La Maison-Blanche a annoncé, lundi 27 avril, qu'elle étudie une proposition iranienne visant à rouvrir le détroit d'Ormuz. Toutefois, les conditions posées par Téhéran paraissent complexes à accepter par Washington.
Les autorités américaines ont confirmé, le 28 avril, être en train d'examiner les récentes propositions formulées par l'Iran pour lever le blocus du détroit d'Ormuz. Selon Karoline Leavitt, porte-parole de la Maison-Blanche, une nouvelle offre iranienne est « en cours d’examen ». Cette proposition aurait été transmise via des médiateurs pakistanais, comme rapporté par La Nouvelle République.
Selon Axios, relayé par l'agence iranienne officielle Irna, Téhéran propose de rouvrir le détroit tout en postponant les discussions sur sa question nucléaire. Cependant, l'administration américaine n'a pas précisé les détails de cette proposition lors de la réunion de sécurité présidée par le président Trump.
« Garanties crédibles »
« Nous ne négocierons pas par voie de presse », a déclaré le secrétaire d'État Marco Rubio, interrogé sur ce sujet. Il a néanmoins affirmé que l'offre « est meilleure que ce que nous imaginions ». Néanmoins, il a souligné la nécessité d'un accord garantissant que l'Iran ne puisse jamais accéder à des armes nucléaires.
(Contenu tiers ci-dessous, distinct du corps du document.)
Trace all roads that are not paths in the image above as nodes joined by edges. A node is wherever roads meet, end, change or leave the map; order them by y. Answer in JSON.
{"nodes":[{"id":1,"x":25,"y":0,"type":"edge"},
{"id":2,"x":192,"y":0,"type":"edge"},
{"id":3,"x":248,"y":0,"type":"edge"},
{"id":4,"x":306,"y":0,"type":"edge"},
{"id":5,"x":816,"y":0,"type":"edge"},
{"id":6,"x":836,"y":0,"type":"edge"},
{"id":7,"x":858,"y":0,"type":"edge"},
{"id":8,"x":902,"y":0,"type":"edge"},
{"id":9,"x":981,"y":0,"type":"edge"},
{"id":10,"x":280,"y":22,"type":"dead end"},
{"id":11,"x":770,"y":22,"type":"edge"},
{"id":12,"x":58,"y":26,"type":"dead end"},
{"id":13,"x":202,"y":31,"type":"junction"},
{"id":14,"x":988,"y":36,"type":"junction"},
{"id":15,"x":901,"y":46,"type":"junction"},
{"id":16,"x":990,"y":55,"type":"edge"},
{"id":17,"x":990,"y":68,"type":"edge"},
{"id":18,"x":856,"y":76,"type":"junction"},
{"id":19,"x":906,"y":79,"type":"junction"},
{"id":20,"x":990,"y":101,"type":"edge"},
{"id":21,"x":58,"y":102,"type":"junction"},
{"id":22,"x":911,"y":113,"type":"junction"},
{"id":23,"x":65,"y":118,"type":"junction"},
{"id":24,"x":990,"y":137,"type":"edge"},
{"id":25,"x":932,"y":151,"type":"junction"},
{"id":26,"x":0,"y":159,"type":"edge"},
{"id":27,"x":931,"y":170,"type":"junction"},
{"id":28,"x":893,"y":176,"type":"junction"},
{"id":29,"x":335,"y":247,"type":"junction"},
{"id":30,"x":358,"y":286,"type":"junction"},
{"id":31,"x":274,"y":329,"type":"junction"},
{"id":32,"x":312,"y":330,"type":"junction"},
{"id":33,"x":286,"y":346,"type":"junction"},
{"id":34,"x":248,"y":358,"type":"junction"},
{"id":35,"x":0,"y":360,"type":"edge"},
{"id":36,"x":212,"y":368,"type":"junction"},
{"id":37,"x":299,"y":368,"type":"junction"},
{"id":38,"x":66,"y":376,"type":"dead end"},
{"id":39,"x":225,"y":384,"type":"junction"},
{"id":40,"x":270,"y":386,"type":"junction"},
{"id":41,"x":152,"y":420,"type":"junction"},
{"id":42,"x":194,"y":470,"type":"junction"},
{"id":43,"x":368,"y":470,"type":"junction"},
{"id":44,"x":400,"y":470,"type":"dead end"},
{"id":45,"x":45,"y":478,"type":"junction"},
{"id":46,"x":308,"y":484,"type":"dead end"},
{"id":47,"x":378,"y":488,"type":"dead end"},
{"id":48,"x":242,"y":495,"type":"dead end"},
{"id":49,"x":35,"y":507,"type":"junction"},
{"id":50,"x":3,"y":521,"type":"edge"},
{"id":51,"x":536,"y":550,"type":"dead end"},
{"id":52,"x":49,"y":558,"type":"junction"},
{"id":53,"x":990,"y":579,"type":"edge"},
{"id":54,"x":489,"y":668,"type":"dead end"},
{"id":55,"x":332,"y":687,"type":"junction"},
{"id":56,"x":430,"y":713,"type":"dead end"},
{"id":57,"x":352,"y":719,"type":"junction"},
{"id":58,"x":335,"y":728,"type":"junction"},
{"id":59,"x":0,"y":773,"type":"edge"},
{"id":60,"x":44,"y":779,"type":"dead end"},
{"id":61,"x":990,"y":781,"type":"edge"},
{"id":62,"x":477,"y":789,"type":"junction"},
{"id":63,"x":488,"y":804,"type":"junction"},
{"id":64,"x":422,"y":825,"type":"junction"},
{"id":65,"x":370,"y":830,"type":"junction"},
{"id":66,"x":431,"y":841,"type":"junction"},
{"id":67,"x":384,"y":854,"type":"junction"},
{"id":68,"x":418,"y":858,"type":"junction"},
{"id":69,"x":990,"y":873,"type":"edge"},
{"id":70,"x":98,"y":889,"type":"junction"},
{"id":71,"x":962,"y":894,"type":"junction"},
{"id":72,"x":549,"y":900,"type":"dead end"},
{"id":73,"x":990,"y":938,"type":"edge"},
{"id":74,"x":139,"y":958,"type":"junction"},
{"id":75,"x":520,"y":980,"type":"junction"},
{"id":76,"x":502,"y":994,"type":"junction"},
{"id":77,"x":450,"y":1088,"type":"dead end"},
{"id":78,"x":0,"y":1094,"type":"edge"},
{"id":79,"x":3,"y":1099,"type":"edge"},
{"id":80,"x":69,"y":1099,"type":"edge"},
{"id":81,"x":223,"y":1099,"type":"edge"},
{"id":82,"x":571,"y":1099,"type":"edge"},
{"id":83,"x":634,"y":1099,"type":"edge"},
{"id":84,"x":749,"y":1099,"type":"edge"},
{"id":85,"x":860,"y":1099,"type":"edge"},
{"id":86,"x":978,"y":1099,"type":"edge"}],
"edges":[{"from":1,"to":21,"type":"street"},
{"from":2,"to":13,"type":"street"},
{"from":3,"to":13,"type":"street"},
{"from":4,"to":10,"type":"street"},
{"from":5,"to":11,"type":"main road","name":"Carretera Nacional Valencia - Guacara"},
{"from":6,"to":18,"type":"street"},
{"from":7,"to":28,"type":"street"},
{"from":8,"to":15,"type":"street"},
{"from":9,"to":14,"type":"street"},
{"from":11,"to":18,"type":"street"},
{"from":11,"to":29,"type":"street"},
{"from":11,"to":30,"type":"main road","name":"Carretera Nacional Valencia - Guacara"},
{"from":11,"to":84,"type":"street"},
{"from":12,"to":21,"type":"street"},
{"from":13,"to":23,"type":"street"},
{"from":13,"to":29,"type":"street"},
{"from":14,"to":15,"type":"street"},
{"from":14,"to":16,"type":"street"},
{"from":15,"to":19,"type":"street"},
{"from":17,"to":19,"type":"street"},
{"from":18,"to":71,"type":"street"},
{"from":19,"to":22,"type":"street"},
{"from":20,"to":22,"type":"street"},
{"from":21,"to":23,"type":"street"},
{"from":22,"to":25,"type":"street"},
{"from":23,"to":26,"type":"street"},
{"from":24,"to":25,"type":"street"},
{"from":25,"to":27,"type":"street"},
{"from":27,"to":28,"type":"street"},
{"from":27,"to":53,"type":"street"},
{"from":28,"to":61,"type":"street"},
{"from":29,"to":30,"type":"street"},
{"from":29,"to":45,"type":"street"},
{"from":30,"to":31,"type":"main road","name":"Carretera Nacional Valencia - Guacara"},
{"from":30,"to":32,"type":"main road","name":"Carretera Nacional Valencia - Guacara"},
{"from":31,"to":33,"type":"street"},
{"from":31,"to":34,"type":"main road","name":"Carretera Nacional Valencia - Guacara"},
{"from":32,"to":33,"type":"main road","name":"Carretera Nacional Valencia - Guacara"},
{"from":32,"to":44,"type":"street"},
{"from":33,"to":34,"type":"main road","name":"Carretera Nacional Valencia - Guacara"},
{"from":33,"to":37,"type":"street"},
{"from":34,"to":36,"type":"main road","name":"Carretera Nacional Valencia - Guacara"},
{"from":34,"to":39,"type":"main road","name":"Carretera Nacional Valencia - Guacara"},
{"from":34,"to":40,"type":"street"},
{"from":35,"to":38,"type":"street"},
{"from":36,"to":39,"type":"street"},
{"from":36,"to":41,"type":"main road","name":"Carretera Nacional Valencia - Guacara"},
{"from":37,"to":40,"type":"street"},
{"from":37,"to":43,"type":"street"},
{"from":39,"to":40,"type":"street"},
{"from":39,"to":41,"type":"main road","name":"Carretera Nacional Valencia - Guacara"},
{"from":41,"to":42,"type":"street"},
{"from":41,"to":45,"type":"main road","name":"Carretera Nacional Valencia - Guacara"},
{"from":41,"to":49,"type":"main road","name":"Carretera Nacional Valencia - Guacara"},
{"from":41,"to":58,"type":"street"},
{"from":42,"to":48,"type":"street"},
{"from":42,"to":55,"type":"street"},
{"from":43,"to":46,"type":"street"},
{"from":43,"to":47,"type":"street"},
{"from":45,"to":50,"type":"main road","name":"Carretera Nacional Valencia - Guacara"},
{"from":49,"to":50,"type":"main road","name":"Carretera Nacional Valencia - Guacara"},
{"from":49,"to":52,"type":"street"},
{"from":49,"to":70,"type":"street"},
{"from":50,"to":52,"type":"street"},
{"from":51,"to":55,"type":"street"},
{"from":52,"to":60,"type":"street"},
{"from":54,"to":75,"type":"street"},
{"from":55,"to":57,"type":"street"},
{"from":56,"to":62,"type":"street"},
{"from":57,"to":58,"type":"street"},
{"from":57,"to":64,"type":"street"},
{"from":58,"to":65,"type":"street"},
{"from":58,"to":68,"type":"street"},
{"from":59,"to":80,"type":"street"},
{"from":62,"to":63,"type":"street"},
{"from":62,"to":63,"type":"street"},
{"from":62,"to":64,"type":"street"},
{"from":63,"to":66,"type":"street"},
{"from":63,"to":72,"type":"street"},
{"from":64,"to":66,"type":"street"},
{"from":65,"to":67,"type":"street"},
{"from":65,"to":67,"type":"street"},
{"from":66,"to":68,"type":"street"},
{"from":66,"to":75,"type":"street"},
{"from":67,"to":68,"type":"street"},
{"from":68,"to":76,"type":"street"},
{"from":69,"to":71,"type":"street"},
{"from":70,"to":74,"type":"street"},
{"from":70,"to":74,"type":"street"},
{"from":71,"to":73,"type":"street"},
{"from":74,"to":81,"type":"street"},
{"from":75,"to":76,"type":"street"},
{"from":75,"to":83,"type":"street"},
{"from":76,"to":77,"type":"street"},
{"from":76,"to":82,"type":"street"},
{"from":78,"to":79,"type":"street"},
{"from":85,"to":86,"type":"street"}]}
Téhéran demande des « garanties crédibles » pour sa sécurité comme condition à une normalisation dans le Golfe, a précisé l'ambassadeur iranien Amir Saeid Iravani lors d'une réunion du Conseil de sécurité de l'ONU. Le projet de loi en cours au Parlement iranien propose de placer le détroit sous contrôle militaire, interdisant le passage des navires israéliens et imposant un péage en rials iraniens. Marco Rubio a répliqué sur Fox News : « Nous ne pouvons pas accepter que l'Iran impose un système où il décide qui peut utiliser une voie maritime internationale ».
« Exigences excessives »
Après l'annulation d'un deuxième round de négociations, le ministre iranien des Affaires étrangères, Abbas Araghchi, a rencontré son allié Vladimir Poutine à Saint-Pétersbourg. Il a attribué l'échec des discussions aux « exigences excessives » des États-Unis. Araghchi a aussi nié toute faiblesse de l'Iran face aux frappes subies, affirmant que « la République islamique est solide et puissante ».
Les discussions visant à établir une cessation durable des hostilités et à rouvrir le détroit d'Ormuz, amorcées il y a deux semaines au Pakistan, se heurtent actuellement à la fermeté des deux camps, malgré un cessez-le-feu en vigueur depuis trois semaines. Avant le conflit, près de 20 % du pétrole et du gaz liquéfié mondial transitait par ce détroit, désormais soumis à un double blocus iranien et américain, provoquant une flambée des prix.